More particularly, this method can limit coking in thermal hydrocarbon cracking reactors and in pipe stills which heat hydrocarbons to high temperature, for example to a temperature of more than 350° C. The skilled person is well aware that coking reactions at the reactor and/or furnace tube walls appear above this temperature. The method of the present invention is more particularly applicable to apparatus for carrying out steam cracking processes or pyrolysis processes in the absence of a diluent or in the presence of a diluent other than steam, for example in the presence of hydrogen, hydrocarbons or hydrocarbon cuts.
The method of the present invention is also applicable to apparatus for carrying out catalytic dehydrogenation or steam reforming processes, and hydrocarbon or hydrocarbon cut visbreaking processes.
Many documents describe the coke formation reaction in a variety of reactions which bring hydrocarbons into contact with the walls at high temperature. The coking phenomenon is particularly well described and studied within the framework of thermal hydrocarbon cracking. The leading article is considered to be that of Professor Froment, published in 1990 in the periodical “Review of Chemical Engineering”, volume 6, number 4, pages 292 to 328, entitled “Coke formation in the thermal cracking of hydrocarbons”. A more recent article appeared in the Review of the Institut Frangais du Petrole of 1992, by Billaud, Broutin, Busson, Gueret and Weill, volume 47, number 4, pages 537 to 549, entitled “Coke formation during hydrocarbon pyrolysis”. The first section appeared in that review and the second section appeared in the same review in 1993, volume 48, number 2, pages 115 to 125, with the same title.
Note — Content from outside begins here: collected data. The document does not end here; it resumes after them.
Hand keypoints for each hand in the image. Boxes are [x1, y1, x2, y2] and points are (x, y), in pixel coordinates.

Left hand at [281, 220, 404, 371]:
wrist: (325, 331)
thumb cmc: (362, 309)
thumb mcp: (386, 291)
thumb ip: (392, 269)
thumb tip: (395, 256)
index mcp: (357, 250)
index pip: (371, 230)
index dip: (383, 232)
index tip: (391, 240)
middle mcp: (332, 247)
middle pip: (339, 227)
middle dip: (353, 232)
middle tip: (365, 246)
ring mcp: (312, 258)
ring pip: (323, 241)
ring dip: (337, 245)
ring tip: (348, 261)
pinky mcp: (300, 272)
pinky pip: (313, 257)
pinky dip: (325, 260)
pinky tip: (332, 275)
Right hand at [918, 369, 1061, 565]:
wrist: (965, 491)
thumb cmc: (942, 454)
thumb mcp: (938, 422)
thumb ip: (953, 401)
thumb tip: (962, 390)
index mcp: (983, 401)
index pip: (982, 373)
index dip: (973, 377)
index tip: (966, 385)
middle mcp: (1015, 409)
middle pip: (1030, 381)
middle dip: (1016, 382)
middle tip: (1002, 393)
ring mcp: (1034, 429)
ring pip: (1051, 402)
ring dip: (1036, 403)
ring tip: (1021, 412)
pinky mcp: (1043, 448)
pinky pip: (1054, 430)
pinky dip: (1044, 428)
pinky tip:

Summarising the observations described in the prior art, coke formation during thermal hydrocarbon cracking is a complex phenomenon which brings several mechanisms into play, at least one of which involving reactions which are catalysed by the presence of oxides of metallic elements such as nickel, iron or cobalt at the walls of the apparatus used to carry out these processes. These metallic elements are in general contained in large quantities in the refractory superalloys employed, primarily because of the thermal conditions encountered at the walls of these apparatus. The catalytic mechanism is very dominant: observations have shown that if this mechanism is inhibited, then in the case of steam cracking the period between successive shut-downs to decoke the furnaces is increased by a factor of at least about 3.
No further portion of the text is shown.